The narrator “reads” his world carefully, providing a conscientious lens through which to approach the signal man and the purported ghosts. That even this lens proves insufficient to decode the story’s mystery underscores Dickens’s depiction of The Supernatural and the Limits of Human Understanding. Ultimately, the narrator’s first-person point of view on the signal man replicates the signal man’s position in relation to the ghost: Both are attempting to understand their subject of interest without being able to inhabit or fully know that subject.

Setting

The story takes place over several nights in mid-19th-century England. The specific physical setting is almost entirely restricted to the railway cutting, including the zigzag path, the signal man’s office or “box,” the railway tunnel, and the tracks. Though the signal man leaves daily, the setting is limited to this space in which he works and in which the narrator is interested.

The rock walls that surround the signal man are “jagged” and “dripping-wet,” and the cutting is “as solitary and dismal a place as ever [the narrator] saw” (313). Little sunlight seeps into the space, which smells “earthy” and “dead.” The “chill” wind that rushes through the tunnel even makes the narrator feel as if he has “left the natural world” (313). These descriptions echo the liminal nature of the story’s setting: The railway tunnel and the signal man’s box are in-between places in their function and purpose, but they also exist in a space between the natural and supernatural, and between life and death. The setting thus amplifies the story’s ambiguity, with its more ominous associations foreshadowing the story’s conclusion.

Irony

Irony is an expression or action that is the opposite of what is expected or intended; the tension in the difference between the two gives irony its meaning. The thread of irony that runs throughout this story is that the signal man cannot signal, nor can he interpret them. The very action for which he is “named” is precisely the action that he feels he can no longer successfully perform. His designation as “the signal man,” then, ironically “signals” that he is existentially doomed long before he is actually killed.
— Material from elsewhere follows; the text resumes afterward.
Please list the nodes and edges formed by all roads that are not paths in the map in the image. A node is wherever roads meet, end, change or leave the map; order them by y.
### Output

If the signal man is not what the story tells readers he “is,” then it is almost as if he were himself a “ghost” of this supposed self.

The gothic context of the story insists on never answering the question of what the signal man “is,” in much the same way that no one ever determines what the supposed ghost “is.” Irony facilitates a particularly gothic way of “understanding” the signal man’s trouble: In the darkness and confusion of his inability to signal—his helplessness to enact The Burden of Responsibility that gives his life purpose—lies ironic meaning.

Ambiguity

While irony finds meaning in the opposite direction of where it is expected (in the signal man not being a signal man), ambiguity locates meaning in the very absence of meaning: mystery. The story focuses on what cannot be read fully (the ghost’s signal) and what cannot be told fully (the signal man’s torment). The narrator’s attempts to understand the signal man and his death mediate the incompleteness of these readings and tellings, but the narrator cannot solve the final mystery of what killed the signal man. In the narrator’s conclusion, he can only point to the “curious” “coincidence” of the similarity between the ghost’s warnings and gestures and those of Tom (in addition to the words the narrator’s mind supplied on seeing Tom’s reenactment).
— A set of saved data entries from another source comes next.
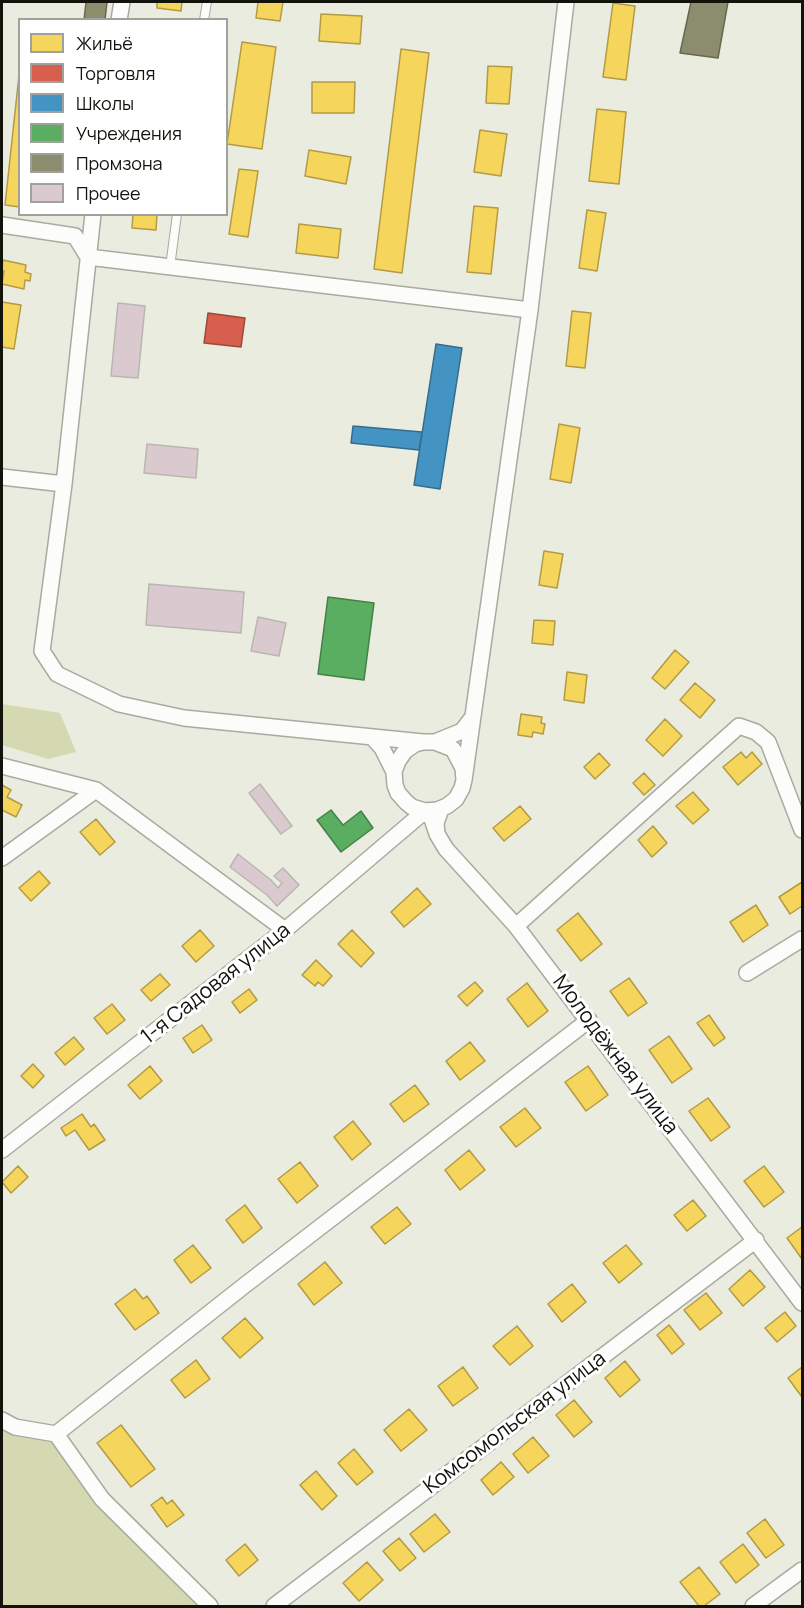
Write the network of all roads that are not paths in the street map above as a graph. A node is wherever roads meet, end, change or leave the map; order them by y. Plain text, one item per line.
1 (122, 2) edge
2 (207, 2) edge
3 (566, 2) edge
4 (119, 18) edge
5 (204, 18) edge
6 (93, 216) edge
7 (177, 216) edge
8 (2, 225) edge
9 (88, 257) junction
10 (170, 267) junction
11 (530, 310) junction
12 (2, 477) edge
13 (64, 484) junction
14 (472, 718) junction
15 (372, 737) junction
16 (429, 742) junction
17 (2, 766) edge
18 (394, 772) junction
19 (464, 780) junction
20 (96, 790) junction
21 (441, 809) junction
22 (425, 811) junction
23 (802, 830) edge
24 (437, 834) junction
25 (2, 858) edge
26 (516, 926) junction
27 (285, 930) junction
28 (802, 939) edge
29 (747, 973) dead end
30 (589, 1020) junction
31 (2, 1150) edge
32 (756, 1240) junction
33 (802, 1303) edge
34 (2, 1420) edge
35 (56, 1434) junction
36 (802, 1570) edge
37 (210, 1606) edge
38 (274, 1606) edge
39 (753, 1606) edge

1 - 4 street
2 - 5 lane
3 - 11 street
6 - 9 street
7 - 10 lane
8 - 9 street
9 - 10 street
9 - 13 street
10 - 11 street
11 - 14 street
12 - 13 street
13 - 15 street
14 - 16 street
14 - 19 street
15 - 16 street
15 - 18 street
16 - 18 street
16 - 19 street
17 - 20 street
18 - 22 street
19 - 21 street
20 - 25 street
20 - 27 street
21 - 22 street
21 - 24 street
22 - 24 street, Молодёжная улица
22 - 27 street, 1-я Садовая улица
23 - 26 street
24 - 26 street, Молодёжная улица
26 - 30 street, Молодёжная улица
27 - 31 street, 1-я Садовая улица
28 - 29 street
30 - 32 street, Молодёжная улица
30 - 35 street
32 - 33 street, Молодёжная улица
32 - 38 street, Комсомольская улица
34 - 35 street
35 - 37 street
36 - 39 street

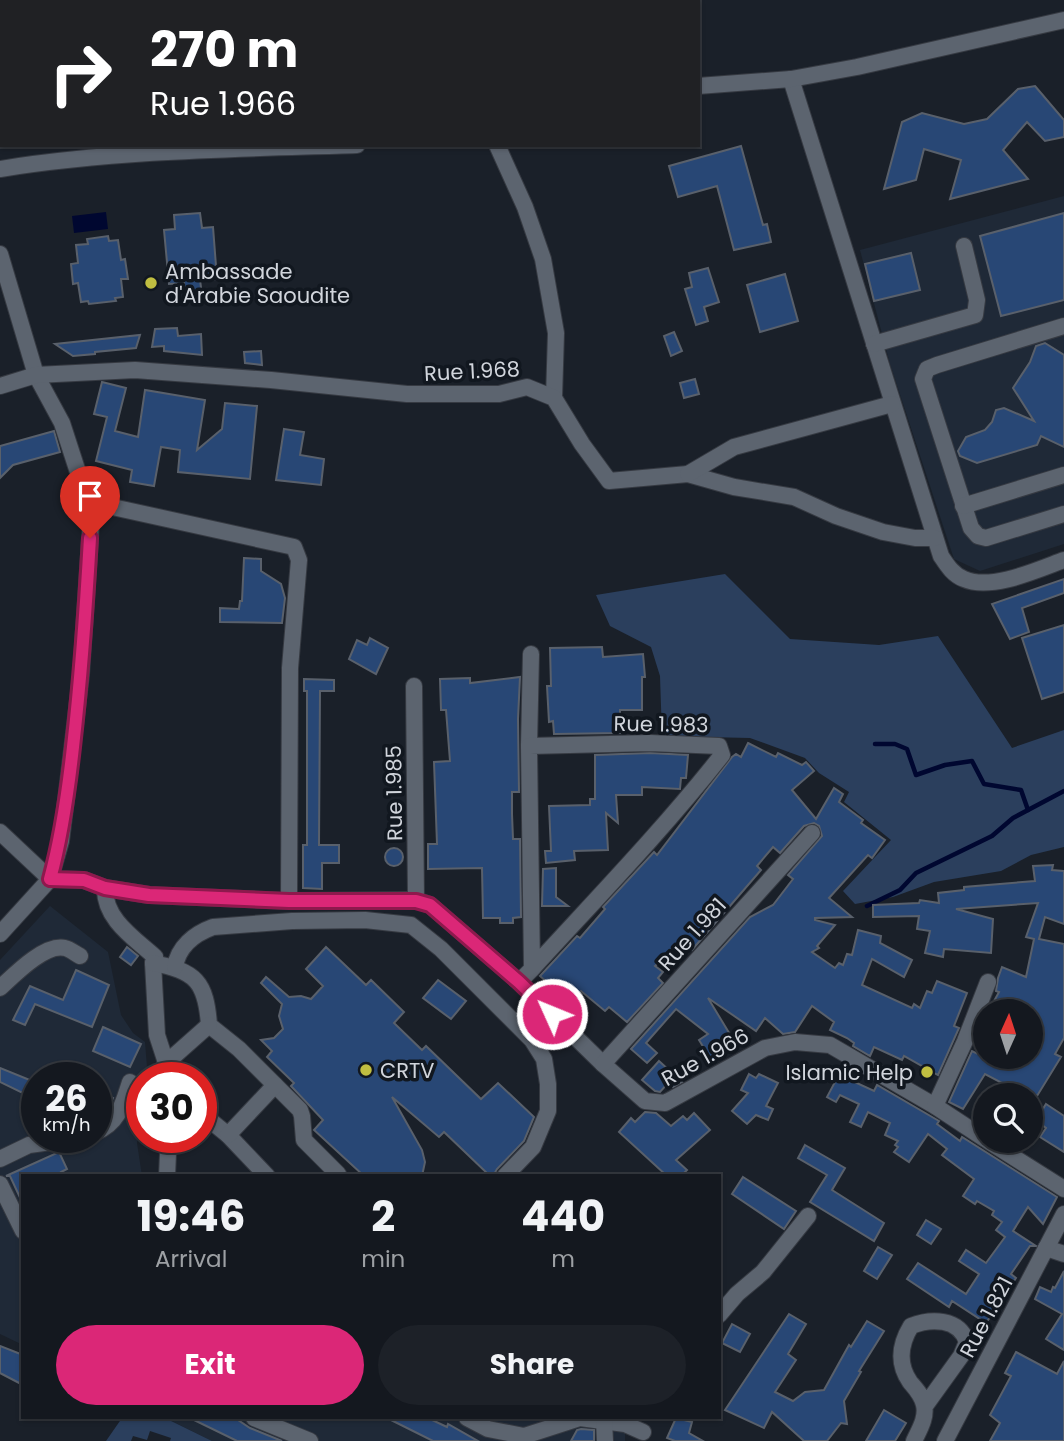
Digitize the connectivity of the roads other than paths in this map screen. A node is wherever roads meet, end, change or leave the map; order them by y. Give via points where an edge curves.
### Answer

The story involves several mysteries, none of which are solved. The reader cannot know, first, whether the signal man is tormented by the supernatural (an actual ghost) or the psychological (hallucinations as a result of stress). The causes of the signal man’s death are likewise unclear—i.e., whether it was a suicide, a moment of distraction, “murder” on the part of the ghost, etc. The story ends with mystery; like the signal man, the reader cannot decipher what remains inscrutable.